# What is expected:
This exercise calls for a copy of every line in the listing below that carries the word "苋浦西路".

::::::::::

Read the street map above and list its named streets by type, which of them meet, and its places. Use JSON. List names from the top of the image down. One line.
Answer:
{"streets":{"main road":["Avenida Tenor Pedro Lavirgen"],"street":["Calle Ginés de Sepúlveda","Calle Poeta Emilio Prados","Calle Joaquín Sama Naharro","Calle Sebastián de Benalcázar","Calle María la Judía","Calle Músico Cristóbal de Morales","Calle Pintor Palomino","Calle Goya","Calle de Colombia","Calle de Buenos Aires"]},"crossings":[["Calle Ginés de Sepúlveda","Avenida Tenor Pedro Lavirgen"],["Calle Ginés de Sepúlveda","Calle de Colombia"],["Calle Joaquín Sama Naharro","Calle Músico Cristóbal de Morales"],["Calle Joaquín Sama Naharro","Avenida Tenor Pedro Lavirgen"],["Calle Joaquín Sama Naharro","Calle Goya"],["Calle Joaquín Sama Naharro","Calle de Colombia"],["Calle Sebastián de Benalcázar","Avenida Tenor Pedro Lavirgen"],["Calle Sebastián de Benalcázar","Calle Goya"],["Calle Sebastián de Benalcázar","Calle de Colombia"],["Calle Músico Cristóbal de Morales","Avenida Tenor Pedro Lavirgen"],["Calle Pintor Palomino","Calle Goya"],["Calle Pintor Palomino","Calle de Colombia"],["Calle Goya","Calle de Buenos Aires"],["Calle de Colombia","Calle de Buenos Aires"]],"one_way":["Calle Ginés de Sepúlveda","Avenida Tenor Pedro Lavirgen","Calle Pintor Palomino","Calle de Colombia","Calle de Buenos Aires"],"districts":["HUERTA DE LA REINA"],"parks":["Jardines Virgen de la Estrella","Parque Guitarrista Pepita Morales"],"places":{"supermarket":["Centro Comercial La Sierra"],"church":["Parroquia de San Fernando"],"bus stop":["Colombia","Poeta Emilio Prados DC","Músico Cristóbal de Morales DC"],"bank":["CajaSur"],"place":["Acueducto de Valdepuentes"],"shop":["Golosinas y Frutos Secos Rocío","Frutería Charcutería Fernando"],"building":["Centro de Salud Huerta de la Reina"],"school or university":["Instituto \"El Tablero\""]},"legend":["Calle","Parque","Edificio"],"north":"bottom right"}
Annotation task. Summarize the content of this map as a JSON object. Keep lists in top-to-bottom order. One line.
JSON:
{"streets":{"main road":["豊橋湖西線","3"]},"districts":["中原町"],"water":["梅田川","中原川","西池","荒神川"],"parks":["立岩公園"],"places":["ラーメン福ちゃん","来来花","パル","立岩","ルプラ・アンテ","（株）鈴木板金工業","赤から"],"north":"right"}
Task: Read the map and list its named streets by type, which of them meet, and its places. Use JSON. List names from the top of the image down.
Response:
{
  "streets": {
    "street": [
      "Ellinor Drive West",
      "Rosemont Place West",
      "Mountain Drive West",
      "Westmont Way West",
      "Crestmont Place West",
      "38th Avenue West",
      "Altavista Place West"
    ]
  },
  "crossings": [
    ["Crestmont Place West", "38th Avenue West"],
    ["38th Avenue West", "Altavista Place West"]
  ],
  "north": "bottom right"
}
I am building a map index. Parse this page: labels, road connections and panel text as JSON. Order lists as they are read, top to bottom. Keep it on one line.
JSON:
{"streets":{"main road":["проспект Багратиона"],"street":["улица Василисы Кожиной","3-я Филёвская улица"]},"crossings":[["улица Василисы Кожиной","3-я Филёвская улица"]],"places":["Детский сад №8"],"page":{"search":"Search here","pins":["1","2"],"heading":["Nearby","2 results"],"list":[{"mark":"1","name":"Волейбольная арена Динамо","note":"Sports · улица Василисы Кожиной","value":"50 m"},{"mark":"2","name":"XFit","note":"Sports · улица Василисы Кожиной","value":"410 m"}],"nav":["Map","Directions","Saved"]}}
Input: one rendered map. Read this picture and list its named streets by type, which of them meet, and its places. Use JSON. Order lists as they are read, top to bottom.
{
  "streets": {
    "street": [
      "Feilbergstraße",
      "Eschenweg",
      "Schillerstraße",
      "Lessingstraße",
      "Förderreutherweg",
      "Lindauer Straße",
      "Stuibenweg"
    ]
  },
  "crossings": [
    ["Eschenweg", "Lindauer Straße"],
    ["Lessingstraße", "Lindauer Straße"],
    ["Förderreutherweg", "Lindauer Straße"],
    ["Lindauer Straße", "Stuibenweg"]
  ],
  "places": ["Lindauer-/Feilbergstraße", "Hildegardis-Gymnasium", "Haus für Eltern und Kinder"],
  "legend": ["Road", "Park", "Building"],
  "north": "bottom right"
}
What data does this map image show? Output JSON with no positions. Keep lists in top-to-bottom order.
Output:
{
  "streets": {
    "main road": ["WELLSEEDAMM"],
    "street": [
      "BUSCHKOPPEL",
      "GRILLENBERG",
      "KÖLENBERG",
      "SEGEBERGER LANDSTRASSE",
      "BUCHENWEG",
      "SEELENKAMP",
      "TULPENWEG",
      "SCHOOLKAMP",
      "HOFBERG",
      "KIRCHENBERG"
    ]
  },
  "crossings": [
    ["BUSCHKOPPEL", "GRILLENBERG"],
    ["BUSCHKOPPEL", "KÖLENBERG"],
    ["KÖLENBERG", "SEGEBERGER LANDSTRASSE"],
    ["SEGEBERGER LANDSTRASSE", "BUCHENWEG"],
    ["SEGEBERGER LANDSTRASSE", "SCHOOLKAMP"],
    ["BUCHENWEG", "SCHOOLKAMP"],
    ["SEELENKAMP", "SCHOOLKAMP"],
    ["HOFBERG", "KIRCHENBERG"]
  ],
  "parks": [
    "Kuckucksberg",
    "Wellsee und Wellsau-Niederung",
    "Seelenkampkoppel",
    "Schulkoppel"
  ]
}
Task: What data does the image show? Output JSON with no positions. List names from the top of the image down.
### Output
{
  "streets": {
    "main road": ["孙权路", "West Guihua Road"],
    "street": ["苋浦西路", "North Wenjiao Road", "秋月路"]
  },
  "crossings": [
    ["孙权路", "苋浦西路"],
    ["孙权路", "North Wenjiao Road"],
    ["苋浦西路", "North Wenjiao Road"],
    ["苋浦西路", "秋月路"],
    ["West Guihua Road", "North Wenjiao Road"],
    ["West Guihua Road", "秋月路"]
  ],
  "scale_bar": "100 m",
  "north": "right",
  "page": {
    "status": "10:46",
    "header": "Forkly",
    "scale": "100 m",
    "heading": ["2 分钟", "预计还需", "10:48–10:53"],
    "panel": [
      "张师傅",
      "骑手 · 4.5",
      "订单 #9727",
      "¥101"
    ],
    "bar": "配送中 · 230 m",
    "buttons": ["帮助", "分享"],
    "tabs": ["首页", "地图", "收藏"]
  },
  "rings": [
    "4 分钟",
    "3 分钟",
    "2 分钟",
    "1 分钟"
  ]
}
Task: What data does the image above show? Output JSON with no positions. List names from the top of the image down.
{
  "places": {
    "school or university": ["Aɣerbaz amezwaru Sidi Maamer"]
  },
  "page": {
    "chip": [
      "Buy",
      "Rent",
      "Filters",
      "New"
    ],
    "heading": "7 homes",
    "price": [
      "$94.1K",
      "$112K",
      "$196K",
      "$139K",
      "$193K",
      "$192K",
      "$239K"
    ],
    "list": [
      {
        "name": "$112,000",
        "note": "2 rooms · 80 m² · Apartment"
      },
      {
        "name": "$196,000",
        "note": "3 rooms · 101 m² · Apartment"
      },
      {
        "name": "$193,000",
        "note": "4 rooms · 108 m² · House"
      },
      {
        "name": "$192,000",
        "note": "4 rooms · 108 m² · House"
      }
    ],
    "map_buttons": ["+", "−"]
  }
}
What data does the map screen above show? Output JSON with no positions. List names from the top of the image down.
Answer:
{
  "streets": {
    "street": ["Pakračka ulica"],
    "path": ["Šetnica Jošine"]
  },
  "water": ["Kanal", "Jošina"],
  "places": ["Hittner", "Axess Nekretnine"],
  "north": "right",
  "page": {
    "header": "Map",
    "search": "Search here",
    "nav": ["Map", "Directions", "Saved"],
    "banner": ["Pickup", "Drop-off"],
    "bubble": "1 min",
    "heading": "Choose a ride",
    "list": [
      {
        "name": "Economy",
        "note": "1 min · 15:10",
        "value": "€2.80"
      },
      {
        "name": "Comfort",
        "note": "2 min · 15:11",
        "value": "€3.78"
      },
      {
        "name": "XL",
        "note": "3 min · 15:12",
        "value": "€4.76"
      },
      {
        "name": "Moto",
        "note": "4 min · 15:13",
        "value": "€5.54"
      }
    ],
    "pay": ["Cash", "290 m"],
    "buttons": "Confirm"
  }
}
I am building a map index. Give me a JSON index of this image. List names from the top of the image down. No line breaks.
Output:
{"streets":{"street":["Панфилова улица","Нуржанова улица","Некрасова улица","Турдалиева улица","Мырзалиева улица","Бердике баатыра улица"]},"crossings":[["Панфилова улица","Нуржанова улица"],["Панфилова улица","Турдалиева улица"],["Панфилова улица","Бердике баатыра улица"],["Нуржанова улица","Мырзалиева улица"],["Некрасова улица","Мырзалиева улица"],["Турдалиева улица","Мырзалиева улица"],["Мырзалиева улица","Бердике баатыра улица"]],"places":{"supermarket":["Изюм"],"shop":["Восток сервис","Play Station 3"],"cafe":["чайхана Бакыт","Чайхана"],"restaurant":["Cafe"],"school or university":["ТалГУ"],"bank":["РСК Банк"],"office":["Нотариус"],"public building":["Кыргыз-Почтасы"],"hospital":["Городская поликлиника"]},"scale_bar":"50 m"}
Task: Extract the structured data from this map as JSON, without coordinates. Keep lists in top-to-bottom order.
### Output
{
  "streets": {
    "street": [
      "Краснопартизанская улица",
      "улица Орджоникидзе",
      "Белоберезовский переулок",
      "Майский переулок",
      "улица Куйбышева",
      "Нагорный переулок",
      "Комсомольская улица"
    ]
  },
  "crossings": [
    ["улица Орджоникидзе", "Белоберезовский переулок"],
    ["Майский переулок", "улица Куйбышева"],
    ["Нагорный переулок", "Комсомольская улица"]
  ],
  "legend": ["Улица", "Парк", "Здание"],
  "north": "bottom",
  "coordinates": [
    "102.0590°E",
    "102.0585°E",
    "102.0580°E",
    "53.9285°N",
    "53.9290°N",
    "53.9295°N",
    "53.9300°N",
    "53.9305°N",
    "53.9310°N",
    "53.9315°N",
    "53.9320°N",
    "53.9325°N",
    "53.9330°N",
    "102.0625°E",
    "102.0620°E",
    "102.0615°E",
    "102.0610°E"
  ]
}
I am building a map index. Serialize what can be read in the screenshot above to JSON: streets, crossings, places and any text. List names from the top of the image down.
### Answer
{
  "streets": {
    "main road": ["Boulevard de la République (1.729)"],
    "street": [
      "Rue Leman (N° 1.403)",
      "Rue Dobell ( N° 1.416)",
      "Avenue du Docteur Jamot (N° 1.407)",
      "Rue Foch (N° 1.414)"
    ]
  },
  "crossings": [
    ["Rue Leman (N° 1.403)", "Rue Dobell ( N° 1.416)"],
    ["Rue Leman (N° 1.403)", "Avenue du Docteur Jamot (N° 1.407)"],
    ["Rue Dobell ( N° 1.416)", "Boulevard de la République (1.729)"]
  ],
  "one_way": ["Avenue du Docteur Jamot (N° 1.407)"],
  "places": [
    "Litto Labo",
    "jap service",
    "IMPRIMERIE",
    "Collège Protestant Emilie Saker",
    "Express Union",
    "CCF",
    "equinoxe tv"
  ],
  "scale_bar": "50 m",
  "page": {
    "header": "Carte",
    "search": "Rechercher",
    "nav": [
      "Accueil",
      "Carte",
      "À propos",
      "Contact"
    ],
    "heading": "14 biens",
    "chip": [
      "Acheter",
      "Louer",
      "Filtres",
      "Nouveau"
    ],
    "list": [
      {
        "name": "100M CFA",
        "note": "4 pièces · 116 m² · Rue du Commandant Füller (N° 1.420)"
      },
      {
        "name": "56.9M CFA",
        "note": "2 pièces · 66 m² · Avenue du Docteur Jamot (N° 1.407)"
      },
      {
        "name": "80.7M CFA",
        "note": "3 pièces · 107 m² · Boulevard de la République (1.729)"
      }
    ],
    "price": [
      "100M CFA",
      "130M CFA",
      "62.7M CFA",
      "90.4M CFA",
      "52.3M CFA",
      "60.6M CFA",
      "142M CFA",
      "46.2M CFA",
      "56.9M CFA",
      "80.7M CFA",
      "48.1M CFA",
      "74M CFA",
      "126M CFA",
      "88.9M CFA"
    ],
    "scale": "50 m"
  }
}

::::::::::

# Solution to this exercise:
    "street": ["苋浦西路", "North Wenjiao Road", "秋月路"]
    ["孙权路", "苋浦西路"],
    ["苋浦西路", "North Wenjiao Road"],
    ["苋浦西路", "秋月路"],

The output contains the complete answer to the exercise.